Robotic Friction Stir Welding: During friction stir welding (FSW), numerous parameter and condition variations are present in a production environment that can affect weld quality. There is a significant need to control the process to assure high quality under the inherent workpiece variability (thermal constraints, material properties, geometry, etc.). Reliable FSW for a wide range of applications will require closed-loop control of certain process parameters. Two current projects include a method to compensate for gaps when butt welding and a real-time temperature measurement and closed-loop control system for stir zone. Ferrier, with her collaborators at UW and Friction Stir Link, Inc. (Brookfield, WI), has demonstrated these systems for welding of aluminum alloys in the presence of real-world manufacturing disturbances. On going efforts are looking to use this system to reduce the need of post-weld inspections (currently over 50% of the cost of FSW) for naval applications.

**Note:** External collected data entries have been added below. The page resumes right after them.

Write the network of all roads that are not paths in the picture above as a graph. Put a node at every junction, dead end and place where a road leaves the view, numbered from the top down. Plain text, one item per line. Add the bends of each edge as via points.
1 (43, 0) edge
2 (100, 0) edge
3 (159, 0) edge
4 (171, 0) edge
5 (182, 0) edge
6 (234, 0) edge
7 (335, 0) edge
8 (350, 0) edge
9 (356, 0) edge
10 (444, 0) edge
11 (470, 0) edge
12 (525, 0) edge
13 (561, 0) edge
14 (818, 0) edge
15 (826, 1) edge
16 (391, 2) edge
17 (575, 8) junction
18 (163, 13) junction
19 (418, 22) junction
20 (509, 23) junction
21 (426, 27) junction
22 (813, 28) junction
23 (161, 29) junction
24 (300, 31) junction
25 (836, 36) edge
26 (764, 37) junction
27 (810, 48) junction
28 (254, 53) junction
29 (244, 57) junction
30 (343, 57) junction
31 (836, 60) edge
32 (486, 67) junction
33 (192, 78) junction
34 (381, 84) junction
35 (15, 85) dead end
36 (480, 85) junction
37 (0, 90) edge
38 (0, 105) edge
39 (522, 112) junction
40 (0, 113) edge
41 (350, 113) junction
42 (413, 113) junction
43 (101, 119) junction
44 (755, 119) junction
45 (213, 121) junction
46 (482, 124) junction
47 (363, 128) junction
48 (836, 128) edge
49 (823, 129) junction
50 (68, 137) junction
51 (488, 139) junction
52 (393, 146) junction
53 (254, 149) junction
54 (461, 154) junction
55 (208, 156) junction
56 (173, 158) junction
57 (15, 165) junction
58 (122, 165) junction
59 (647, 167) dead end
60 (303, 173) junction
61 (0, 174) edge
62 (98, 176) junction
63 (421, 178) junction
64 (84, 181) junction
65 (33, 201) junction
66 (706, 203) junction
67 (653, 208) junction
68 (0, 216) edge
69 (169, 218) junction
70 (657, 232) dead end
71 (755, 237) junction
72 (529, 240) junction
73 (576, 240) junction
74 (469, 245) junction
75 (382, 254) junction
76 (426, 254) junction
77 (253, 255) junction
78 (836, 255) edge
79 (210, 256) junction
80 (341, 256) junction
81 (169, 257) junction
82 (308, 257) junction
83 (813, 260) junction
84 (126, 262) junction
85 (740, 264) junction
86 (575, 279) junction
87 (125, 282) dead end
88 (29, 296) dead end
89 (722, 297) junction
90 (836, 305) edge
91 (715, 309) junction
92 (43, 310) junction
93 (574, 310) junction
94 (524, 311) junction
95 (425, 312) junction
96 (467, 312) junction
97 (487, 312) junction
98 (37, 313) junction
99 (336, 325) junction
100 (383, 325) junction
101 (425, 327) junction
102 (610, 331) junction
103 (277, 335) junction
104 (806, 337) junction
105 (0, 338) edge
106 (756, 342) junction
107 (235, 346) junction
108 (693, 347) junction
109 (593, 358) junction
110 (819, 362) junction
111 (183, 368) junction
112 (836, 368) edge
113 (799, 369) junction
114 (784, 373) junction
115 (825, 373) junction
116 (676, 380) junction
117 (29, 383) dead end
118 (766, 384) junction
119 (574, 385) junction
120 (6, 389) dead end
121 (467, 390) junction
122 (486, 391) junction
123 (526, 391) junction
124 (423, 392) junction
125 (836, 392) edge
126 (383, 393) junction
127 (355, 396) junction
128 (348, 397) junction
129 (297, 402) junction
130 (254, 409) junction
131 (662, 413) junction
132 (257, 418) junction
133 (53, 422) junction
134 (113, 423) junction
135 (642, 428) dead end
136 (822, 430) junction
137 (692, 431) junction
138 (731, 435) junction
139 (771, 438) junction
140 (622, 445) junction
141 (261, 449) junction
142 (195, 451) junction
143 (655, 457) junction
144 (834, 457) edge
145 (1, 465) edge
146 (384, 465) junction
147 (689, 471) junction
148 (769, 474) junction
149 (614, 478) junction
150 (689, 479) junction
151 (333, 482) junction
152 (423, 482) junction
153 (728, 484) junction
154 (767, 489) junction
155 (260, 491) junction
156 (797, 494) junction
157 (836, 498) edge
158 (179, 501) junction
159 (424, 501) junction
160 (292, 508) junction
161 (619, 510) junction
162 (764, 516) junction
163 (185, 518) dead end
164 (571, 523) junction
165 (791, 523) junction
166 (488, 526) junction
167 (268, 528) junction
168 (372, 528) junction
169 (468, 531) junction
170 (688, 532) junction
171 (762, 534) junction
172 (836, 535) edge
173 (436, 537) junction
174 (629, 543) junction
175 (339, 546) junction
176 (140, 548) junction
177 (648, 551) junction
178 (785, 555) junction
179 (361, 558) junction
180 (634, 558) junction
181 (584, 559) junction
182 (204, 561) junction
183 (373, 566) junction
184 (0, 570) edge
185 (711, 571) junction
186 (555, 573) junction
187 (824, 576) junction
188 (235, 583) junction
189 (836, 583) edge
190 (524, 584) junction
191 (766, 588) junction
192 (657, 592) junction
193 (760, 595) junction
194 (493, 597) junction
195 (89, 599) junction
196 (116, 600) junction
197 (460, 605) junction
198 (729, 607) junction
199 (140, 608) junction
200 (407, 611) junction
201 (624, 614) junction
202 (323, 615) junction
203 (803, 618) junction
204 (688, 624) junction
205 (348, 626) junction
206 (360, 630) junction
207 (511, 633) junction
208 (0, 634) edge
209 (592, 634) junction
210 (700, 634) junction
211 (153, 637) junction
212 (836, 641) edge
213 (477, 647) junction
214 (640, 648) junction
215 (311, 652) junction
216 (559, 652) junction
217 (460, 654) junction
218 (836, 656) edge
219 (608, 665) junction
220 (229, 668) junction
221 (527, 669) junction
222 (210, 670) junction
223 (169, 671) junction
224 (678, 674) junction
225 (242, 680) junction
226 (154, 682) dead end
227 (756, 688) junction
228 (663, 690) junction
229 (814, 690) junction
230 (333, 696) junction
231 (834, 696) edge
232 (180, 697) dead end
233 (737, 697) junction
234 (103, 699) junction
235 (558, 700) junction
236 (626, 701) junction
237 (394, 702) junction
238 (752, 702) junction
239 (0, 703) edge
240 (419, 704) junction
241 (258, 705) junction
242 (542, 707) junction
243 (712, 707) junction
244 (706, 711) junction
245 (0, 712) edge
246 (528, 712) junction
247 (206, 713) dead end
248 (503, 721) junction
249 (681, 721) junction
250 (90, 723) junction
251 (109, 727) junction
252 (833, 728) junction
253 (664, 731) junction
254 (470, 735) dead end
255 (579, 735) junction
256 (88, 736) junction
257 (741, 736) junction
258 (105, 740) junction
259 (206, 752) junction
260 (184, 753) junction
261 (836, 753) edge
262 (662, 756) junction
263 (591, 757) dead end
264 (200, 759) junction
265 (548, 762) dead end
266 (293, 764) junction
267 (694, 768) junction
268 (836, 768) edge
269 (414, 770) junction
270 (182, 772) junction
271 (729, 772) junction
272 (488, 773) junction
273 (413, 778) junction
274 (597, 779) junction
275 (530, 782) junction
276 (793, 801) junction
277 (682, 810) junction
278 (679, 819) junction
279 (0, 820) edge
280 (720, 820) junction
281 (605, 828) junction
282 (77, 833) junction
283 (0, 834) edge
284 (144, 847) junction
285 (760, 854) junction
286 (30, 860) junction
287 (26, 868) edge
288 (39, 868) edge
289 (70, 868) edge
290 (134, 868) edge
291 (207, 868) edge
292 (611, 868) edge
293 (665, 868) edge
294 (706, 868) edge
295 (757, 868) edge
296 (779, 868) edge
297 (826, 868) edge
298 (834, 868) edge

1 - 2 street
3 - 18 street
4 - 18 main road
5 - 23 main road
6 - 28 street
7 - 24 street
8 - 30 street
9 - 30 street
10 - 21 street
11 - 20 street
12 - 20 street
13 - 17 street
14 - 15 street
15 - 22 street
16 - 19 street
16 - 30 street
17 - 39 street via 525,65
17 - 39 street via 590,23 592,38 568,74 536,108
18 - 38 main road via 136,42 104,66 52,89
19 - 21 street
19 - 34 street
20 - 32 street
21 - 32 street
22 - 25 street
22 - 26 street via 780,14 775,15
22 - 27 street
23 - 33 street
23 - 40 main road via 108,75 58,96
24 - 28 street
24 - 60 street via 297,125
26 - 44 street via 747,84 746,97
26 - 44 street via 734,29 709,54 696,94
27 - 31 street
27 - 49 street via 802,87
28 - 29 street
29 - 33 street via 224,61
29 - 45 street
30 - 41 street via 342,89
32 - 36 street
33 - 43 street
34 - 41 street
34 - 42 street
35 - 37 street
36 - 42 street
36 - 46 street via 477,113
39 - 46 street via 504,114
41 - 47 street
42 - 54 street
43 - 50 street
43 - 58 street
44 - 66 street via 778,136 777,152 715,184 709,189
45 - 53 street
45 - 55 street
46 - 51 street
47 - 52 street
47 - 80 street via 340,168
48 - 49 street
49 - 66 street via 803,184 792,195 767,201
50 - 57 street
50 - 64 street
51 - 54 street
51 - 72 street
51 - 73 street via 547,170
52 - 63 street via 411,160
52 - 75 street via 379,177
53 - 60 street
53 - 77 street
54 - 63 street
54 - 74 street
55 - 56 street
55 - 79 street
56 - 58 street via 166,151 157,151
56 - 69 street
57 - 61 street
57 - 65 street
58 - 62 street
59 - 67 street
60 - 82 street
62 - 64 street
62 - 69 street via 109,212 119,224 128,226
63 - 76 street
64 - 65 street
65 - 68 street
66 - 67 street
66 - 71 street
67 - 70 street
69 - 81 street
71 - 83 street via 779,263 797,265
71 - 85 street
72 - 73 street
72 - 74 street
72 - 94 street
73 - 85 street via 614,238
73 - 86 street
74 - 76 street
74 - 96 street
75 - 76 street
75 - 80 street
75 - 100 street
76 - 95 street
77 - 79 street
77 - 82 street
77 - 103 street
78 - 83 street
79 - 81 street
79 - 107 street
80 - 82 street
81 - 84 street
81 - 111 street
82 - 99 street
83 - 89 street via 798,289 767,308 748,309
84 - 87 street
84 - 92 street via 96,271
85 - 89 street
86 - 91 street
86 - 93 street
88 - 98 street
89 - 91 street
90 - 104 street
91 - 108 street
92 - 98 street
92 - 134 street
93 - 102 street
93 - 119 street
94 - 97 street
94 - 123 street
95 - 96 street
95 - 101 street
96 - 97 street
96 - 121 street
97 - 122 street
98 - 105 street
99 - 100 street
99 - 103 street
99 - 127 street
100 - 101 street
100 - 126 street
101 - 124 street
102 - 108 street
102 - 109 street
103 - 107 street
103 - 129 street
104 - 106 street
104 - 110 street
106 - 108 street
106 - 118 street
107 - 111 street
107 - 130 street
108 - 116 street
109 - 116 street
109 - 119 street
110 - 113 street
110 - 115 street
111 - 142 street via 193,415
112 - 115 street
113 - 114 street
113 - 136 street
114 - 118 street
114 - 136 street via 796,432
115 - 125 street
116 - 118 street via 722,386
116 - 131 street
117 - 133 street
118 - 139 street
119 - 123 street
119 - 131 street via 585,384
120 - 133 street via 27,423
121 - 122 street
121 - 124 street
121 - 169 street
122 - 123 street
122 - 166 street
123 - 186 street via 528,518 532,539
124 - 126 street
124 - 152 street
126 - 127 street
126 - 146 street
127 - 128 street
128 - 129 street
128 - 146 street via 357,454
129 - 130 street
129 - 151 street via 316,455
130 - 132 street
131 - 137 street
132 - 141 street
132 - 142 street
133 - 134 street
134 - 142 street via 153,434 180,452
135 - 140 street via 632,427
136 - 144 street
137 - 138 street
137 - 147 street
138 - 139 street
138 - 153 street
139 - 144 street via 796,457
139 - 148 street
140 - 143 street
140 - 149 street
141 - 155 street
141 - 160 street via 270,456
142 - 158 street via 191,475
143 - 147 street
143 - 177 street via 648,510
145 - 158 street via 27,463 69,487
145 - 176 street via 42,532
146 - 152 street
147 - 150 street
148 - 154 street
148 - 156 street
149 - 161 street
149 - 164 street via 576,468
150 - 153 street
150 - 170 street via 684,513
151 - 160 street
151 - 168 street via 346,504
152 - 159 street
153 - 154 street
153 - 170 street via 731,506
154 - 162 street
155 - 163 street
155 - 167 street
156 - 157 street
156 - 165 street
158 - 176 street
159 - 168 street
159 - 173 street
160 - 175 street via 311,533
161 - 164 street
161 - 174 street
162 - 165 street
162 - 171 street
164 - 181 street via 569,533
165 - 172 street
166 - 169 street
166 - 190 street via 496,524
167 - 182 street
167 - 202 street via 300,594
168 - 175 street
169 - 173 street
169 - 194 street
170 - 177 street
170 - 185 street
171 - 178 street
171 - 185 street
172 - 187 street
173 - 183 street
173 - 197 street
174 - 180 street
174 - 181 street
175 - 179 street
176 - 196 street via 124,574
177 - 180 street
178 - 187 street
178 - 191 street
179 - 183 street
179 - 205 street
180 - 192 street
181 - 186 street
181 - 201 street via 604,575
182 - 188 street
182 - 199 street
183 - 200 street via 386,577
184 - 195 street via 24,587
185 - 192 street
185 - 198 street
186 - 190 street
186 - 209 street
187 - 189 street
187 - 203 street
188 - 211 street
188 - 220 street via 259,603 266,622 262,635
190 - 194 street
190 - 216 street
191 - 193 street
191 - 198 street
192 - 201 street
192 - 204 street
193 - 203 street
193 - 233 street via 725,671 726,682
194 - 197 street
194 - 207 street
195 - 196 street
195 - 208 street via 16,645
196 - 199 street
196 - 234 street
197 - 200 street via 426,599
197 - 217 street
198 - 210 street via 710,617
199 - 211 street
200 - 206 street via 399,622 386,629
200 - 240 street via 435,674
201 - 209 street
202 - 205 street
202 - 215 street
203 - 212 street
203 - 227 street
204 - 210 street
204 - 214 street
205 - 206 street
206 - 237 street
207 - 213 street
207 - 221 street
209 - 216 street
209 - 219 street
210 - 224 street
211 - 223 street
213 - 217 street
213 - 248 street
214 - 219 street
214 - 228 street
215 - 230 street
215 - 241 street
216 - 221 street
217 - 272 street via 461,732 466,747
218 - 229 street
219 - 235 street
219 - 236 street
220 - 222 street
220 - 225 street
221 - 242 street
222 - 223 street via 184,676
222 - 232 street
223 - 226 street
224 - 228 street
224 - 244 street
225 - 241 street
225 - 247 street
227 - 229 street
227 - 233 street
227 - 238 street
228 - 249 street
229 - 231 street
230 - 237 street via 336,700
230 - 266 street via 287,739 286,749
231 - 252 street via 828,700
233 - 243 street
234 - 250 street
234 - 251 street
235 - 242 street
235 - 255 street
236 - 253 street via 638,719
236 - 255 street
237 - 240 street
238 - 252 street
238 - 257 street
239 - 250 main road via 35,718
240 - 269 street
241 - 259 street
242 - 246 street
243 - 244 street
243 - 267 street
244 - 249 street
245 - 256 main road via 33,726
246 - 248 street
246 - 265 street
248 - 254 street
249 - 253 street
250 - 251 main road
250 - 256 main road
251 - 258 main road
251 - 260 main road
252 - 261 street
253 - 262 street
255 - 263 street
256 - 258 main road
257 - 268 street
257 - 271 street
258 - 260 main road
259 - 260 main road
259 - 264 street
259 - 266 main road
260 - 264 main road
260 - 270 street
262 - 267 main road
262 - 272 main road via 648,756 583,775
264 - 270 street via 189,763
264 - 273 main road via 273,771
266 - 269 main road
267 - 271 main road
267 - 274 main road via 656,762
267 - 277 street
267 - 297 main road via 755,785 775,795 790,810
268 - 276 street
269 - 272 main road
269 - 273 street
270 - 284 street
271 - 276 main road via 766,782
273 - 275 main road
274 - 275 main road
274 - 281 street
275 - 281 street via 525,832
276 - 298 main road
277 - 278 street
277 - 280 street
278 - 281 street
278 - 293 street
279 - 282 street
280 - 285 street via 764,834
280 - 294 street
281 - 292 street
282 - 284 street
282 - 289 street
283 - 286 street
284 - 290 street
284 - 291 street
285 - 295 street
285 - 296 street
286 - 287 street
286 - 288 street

Dr. Nicola Ferrier joined Energy Systems in September 2012 as Principal Automation Engineer. At Argonne she will build a collaborative program where automation, robotics, and sensing accelerate concepts from research idea to development and commercialization. Ferrier’s research interests are in the use of computer vision (digital images) to control robots, machinery, and devices, with applications as diverse as medical systems, manufacturing, and projects that facilitate “scientific discovery” (such as her current project using machine vision and robotics for plant phenotype studies).
The use of visual feedback in the control is advantageous when precise fixturing is impractical or impossible. Her work has been applied to visual monitoring of polymer processing, visual control of crystal formation processes, visual monitoring of nano-scale assembly processes, visual monitoring of plant growth and development for plant phenotype studies and friction stir welding systems. Ferrier did her undergraduate studies in mathematics, and a master’s degree in computer science at the University of Alberta (1984, 1987). Her doctoral studies, on “control of robot binocular vision systems”, was completed at Harvard University in 1992.
After a post-doctoral fellowship at Oxford University (1992-1994) and a post-doc at Harvard (1995), she joined the Department of Mechanical Engineering at the University of Wisconsin-Madison in 1996. She became an Associate Professor in 2003 and Professor in 2009. She received the NSF CAREER award (1997) and the UW Vilas Associates Assistant Professorship (1999) and the UW Honored Instructor Award (2009). She has published 28 journal papers, over 50 refereed conference papers and awarded 3 patents since joining the faculty at UW. Ferrier has been PI or co-PI on grants totaling over $11M during her career at UW. She served as Chair of the Executive Committee of the Physical Sciences Divisional Committee for the University of Wisconsin-Madison (2011-2012).